Exercise brief
Apart from the pictures, every entry should be reproduced exactly.

Materials provided
■ ■ ■ ■ ■ ■ ■

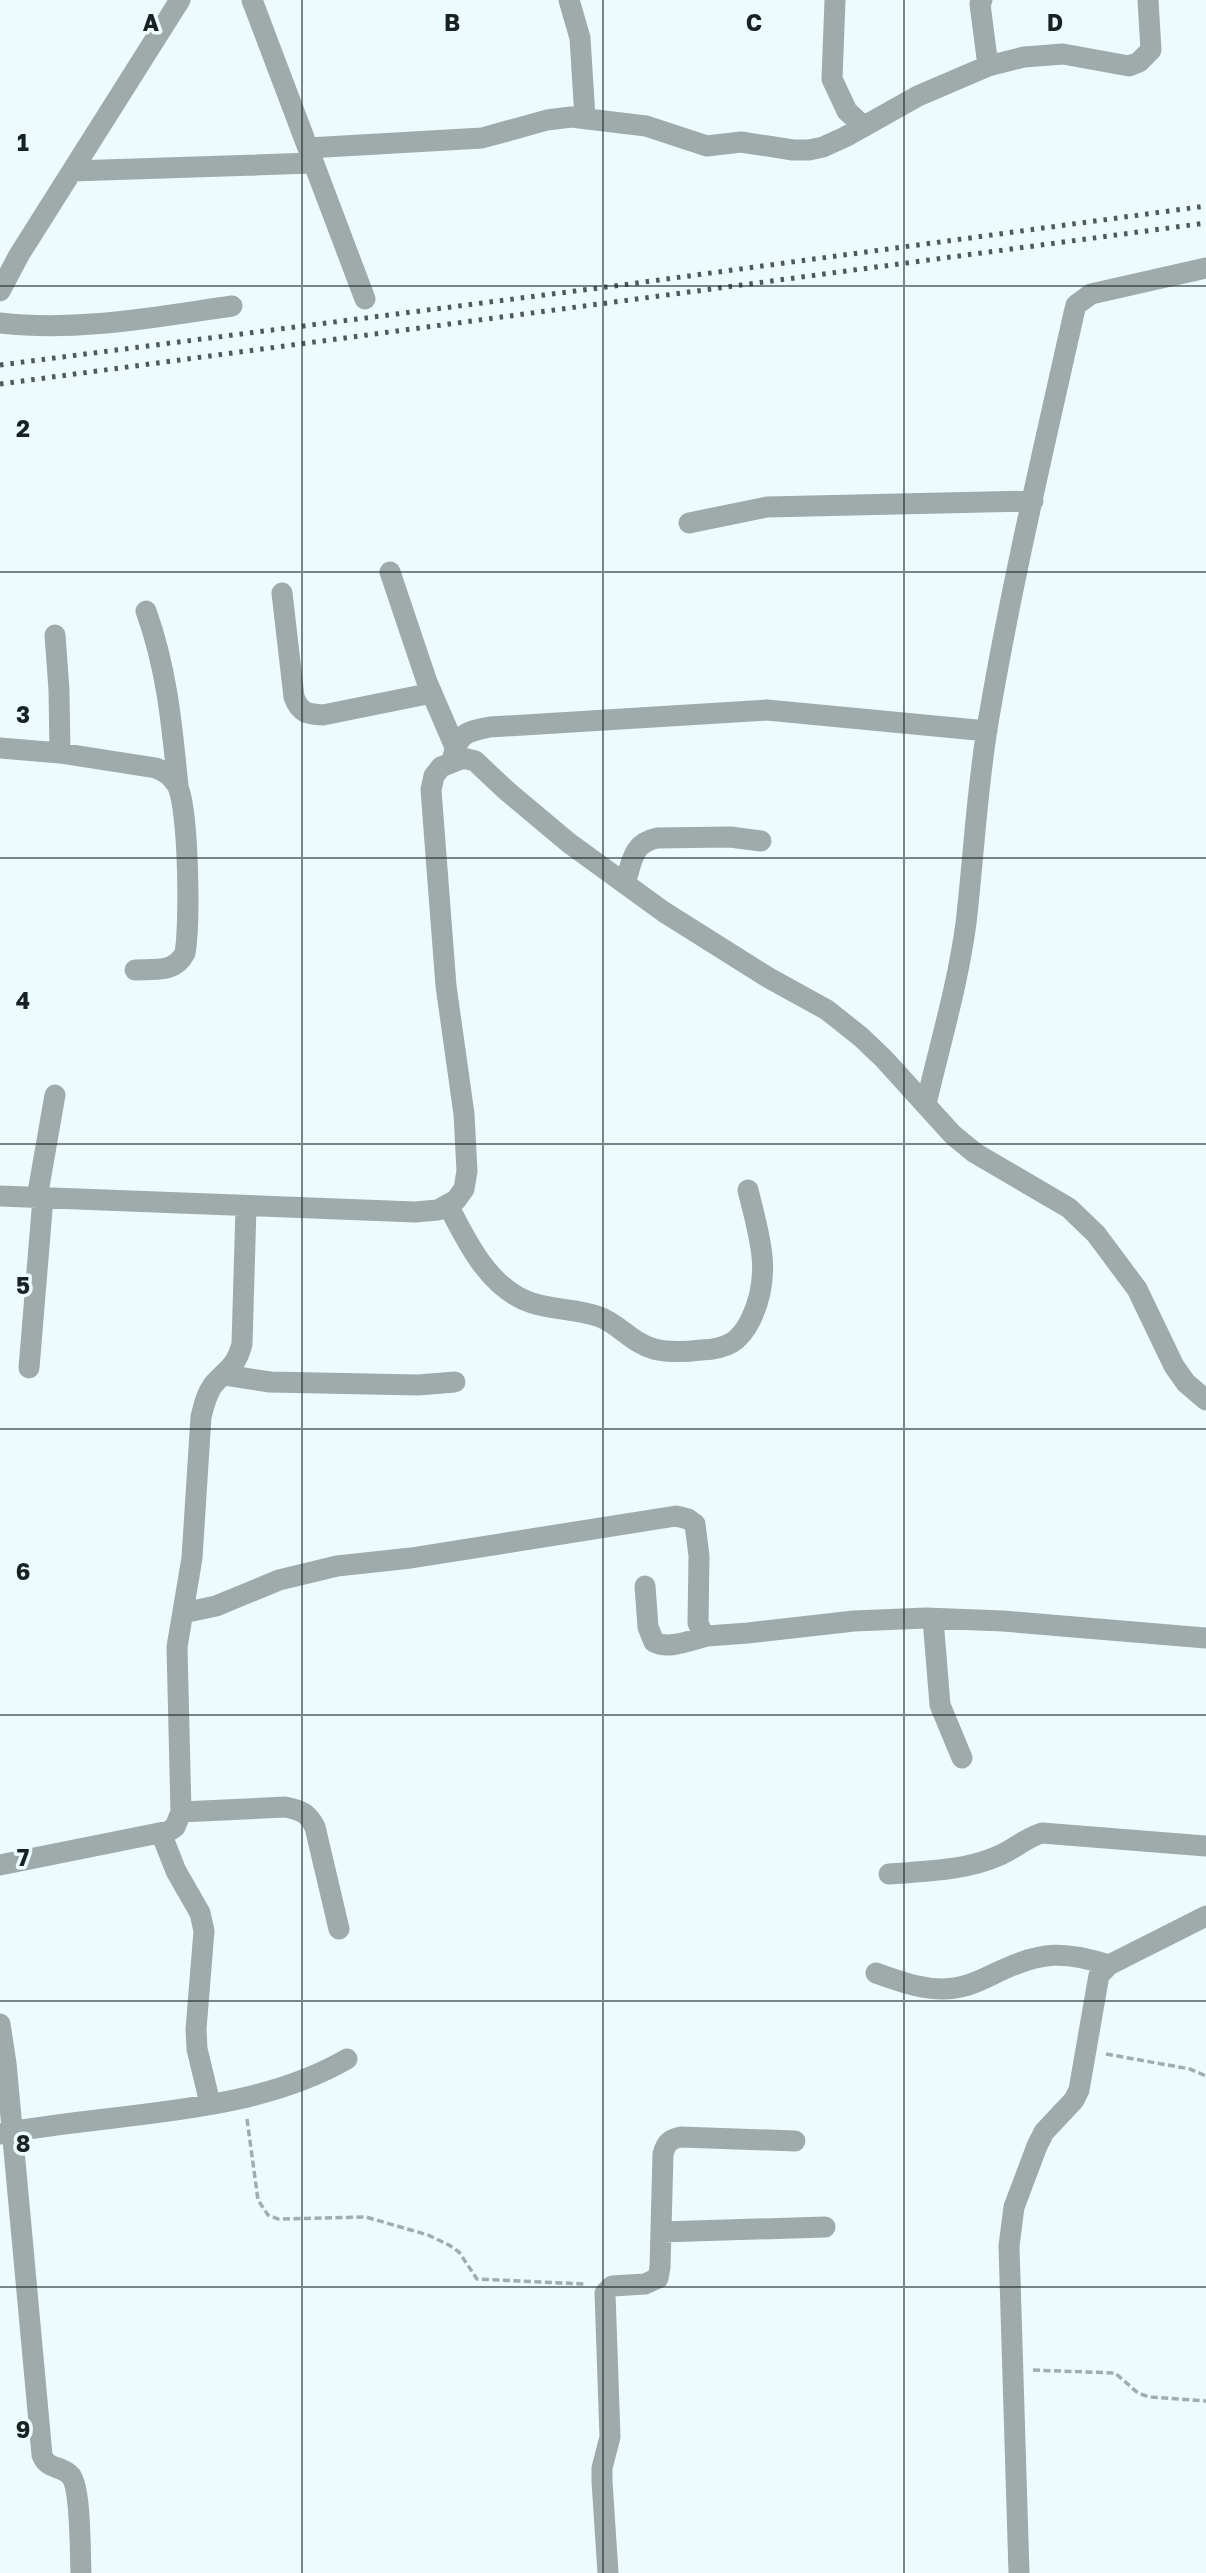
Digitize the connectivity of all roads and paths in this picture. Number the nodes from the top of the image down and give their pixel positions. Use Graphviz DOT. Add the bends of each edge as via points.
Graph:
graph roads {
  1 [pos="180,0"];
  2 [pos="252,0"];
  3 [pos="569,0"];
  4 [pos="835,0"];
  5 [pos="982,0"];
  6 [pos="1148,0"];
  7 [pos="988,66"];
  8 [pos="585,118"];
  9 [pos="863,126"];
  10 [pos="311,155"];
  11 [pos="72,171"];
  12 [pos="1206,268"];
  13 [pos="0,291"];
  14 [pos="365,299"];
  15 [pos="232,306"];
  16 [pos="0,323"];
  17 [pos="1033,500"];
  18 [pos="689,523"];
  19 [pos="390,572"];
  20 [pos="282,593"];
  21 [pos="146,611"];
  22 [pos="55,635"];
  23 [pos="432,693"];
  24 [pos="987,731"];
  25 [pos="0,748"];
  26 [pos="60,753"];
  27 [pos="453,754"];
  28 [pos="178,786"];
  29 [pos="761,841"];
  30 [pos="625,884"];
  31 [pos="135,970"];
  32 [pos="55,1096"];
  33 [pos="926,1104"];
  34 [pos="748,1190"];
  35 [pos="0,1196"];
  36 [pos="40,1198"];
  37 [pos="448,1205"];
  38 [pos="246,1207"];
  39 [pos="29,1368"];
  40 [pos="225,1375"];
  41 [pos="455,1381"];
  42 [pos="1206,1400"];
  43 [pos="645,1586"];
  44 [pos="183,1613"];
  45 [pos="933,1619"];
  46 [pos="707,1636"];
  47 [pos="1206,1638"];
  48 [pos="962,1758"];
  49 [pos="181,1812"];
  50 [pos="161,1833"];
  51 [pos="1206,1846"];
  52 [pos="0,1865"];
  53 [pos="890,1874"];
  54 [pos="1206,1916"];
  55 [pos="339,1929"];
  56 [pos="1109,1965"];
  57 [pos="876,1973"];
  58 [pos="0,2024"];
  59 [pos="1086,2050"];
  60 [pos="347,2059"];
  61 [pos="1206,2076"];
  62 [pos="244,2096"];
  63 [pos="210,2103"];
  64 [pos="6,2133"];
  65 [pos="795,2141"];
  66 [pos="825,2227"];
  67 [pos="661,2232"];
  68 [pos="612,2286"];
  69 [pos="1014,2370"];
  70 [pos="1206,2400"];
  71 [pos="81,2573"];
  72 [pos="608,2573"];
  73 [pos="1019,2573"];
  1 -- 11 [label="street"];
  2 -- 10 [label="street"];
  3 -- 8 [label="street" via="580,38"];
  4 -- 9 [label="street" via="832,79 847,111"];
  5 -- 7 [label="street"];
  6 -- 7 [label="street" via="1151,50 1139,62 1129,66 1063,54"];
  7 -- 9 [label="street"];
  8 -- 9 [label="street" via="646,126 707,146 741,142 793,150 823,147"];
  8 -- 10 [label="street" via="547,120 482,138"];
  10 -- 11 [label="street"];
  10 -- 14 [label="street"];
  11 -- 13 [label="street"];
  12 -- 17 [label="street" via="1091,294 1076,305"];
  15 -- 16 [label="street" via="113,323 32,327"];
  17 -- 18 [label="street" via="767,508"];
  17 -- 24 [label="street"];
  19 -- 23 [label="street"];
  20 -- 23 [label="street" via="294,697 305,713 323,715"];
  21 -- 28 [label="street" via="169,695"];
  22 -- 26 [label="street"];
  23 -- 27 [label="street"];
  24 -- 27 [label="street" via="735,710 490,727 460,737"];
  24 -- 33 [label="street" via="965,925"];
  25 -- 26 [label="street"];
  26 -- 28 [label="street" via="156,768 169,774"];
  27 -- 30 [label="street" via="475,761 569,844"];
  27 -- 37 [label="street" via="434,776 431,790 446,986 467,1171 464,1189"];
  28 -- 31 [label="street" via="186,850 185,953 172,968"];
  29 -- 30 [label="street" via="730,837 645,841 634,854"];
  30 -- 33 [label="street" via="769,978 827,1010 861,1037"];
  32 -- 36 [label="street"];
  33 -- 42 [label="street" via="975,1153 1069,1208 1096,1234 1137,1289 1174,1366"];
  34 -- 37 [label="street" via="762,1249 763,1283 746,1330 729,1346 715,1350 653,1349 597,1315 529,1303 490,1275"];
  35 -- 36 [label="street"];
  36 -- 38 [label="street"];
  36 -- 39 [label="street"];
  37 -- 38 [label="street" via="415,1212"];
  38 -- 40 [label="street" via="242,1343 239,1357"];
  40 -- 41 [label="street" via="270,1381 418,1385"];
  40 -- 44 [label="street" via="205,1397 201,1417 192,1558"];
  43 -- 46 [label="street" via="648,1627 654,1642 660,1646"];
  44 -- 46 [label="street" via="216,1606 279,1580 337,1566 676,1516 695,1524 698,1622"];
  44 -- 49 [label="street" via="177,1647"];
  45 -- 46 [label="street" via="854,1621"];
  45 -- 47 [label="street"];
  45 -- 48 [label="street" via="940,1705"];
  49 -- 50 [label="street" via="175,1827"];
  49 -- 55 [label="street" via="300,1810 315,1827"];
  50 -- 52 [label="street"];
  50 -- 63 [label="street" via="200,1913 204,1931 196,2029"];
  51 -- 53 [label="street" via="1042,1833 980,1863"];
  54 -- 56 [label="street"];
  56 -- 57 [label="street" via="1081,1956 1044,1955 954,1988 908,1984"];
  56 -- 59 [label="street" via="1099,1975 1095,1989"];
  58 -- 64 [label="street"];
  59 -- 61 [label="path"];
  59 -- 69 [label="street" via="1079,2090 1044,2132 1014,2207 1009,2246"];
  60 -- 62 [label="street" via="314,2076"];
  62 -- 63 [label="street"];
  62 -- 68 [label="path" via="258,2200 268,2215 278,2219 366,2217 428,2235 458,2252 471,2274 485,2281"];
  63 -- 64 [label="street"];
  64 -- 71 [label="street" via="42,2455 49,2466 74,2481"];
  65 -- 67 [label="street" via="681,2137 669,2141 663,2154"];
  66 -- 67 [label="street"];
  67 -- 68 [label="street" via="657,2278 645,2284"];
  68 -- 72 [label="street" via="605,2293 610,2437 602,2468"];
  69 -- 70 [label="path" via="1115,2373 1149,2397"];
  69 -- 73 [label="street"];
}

■ ■ ■ ■ ■ ■ ■

Response area
Digitize the connectivity of all roads and paths in this picture. Number the nodes from the top of the image down and give their pixel positions. Use Graphviz DOT. Add the bends of each edge as via points.
Graph:
graph roads {
  1 [pos="180,0"];
  2 [pos="252,0"];
  3 [pos="569,0"];
  4 [pos="835,0"];
  5 [pos="982,0"];
  6 [pos="1148,0"];
  7 [pos="988,66"];
  8 [pos="585,118"];
  9 [pos="863,126"];
  10 [pos="311,155"];
  11 [pos="72,171"];
  12 [pos="1206,268"];
  13 [pos="0,291"];
  14 [pos="365,299"];
  15 [pos="232,306"];
  16 [pos="0,323"];
  17 [pos="1033,500"];
  18 [pos="689,523"];
  19 [pos="390,572"];
  20 [pos="282,593"];
  21 [pos="146,611"];
  22 [pos="55,635"];
  23 [pos="432,693"];
  24 [pos="987,731"];
  25 [pos="0,748"];
  26 [pos="60,753"];
  27 [pos="453,754"];
  28 [pos="178,786"];
  29 [pos="761,841"];
  30 [pos="625,884"];
  31 [pos="135,970"];
  32 [pos="55,1096"];
  33 [pos="926,1104"];
  34 [pos="748,1190"];
  35 [pos="0,1196"];
  36 [pos="40,1198"];
  37 [pos="448,1205"];
  38 [pos="246,1207"];
  39 [pos="29,1368"];
  40 [pos="225,1375"];
  41 [pos="455,1381"];
  42 [pos="1206,1400"];
  43 [pos="645,1586"];
  44 [pos="183,1613"];
  45 [pos="933,1619"];
  46 [pos="707,1636"];
  47 [pos="1206,1638"];
  48 [pos="962,1758"];
  49 [pos="181,1812"];
  50 [pos="161,1833"];
  51 [pos="1206,1846"];
  52 [pos="0,1865"];
  53 [pos="890,1874"];
  54 [pos="1206,1916"];
  55 [pos="339,1929"];
  56 [pos="1109,1965"];
  57 [pos="876,1973"];
  58 [pos="0,2024"];
  59 [pos="1086,2050"];
  60 [pos="347,2059"];
  61 [pos="1206,2076"];
  62 [pos="244,2096"];
  63 [pos="210,2103"];
  64 [pos="6,2133"];
  65 [pos="795,2141"];
  66 [pos="825,2227"];
  67 [pos="661,2232"];
  68 [pos="612,2286"];
  69 [pos="1014,2370"];
  70 [pos="1206,2400"];
  71 [pos="81,2573"];
  72 [pos="608,2573"];
  73 [pos="1019,2573"];
  1 -- 11 [label="street"];
  2 -- 10 [label="street"];
  3 -- 8 [label="street" via="580,38"];
  4 -- 9 [label="street" via="832,79 847,111"];
  5 -- 7 [label="street"];
  6 -- 7 [label="street" via="1151,50 1139,62 1129,66 1063,54"];
  7 -- 9 [label="street"];
  8 -- 9 [label="street" via="646,126 707,146 741,142 793,150 823,147"];
  8 -- 10 [label="street" via="547,120 482,138"];
  10 -- 11 [label="street"];
  10 -- 14 [label="street"];
  11 -- 13 [label="street"];
  12 -- 17 [label="street" via="1091,294 1076,305"];
  15 -- 16 [label="street" via="113,323 32,327"];
  17 -- 18 [label="street" via="767,508"];
  17 -- 24 [label="street"];
  19 -- 23 [label="street"];
  20 -- 23 [label="street" via="294,697 305,713 323,715"];
  21 -- 28 [label="street" via="169,695"];
  22 -- 26 [label="street"];
  23 -- 27 [label="street"];
  24 -- 27 [label="street" via="735,710 490,727 460,737"];
  24 -- 33 [label="street" via="965,925"];
  25 -- 26 [label="street"];
  26 -- 28 [label="street" via="156,768 169,774"];
  27 -- 30 [label="street" via="475,761 569,844"];
  27 -- 37 [label="street" via="434,776 431,790 446,986 467,1171 464,1189"];
  28 -- 31 [label="street" via="186,850 185,953 172,968"];
  29 -- 30 [label="street" via="730,837 645,841 634,854"];
  30 -- 33 [label="street" via="769,978 827,1010 861,1037"];
  32 -- 36 [label="street"];
  33 -- 42 [label="street" via="975,1153 1069,1208 1096,1234 1137,1289 1174,1366"];
  34 -- 37 [label="street" via="762,1249 763,1283 746,1330 729,1346 715,1350 653,1349 597,1315 529,1303 490,1275"];
  35 -- 36 [label="street"];
  36 -- 38 [label="street"];
  36 -- 39 [label="street"];
  37 -- 38 [label="street" via="415,1212"];
  38 -- 40 [label="street" via="242,1343 239,1357"];
  40 -- 41 [label="street" via="270,1381 418,1385"];
  40 -- 44 [label="street" via="205,1397 201,1417 192,1558"];
  43 -- 46 [label="street" via="648,1627 654,1642 660,1646"];
  44 -- 46 [label="street" via="216,1606 279,1580 337,1566 676,1516 695,1524 698,1622"];
  44 -- 49 [label="street" via="177,1647"];
  45 -- 46 [label="street" via="854,1621"];
  45 -- 47 [label="street"];
  45 -- 48 [label="street" via="940,1705"];
  49 -- 50 [label="street" via="175,1827"];
  49 -- 55 [label="street" via="300,1810 315,1827"];
  50 -- 52 [label="street"];
  50 -- 63 [label="street" via="200,1913 204,1931 196,2029"];
  51 -- 53 [label="street" via="1042,1833 980,1863"];
  54 -- 56 [label="street"];
  56 -- 57 [label="street" via="1081,1956 1044,1955 954,1988 908,1984"];
  56 -- 59 [label="street" via="1099,1975 1095,1989"];
  58 -- 64 [label="street"];
  59 -- 61 [label="path"];
  59 -- 69 [label="street" via="1079,2090 1044,2132 1014,2207 1009,2246"];
  60 -- 62 [label="street" via="314,2076"];
  62 -- 63 [label="street"];
  62 -- 68 [label="path" via="258,2200 268,2215 278,2219 366,2217 428,2235 458,2252 471,2274 485,2281"];
  63 -- 64 [label="street"];
  64 -- 71 [label="street" via="42,2455 49,2466 74,2481"];
  65 -- 67 [label="street" via="681,2137 669,2141 663,2154"];
  66 -- 67 [label="street"];
  67 -- 68 [label="street" via="657,2278 645,2284"];
  68 -- 72 [label="street" via="605,2293 610,2437 602,2468"];
  69 -- 70 [label="path" via="1115,2373 1149,2397"];
  69 -- 73 [label="street"];
}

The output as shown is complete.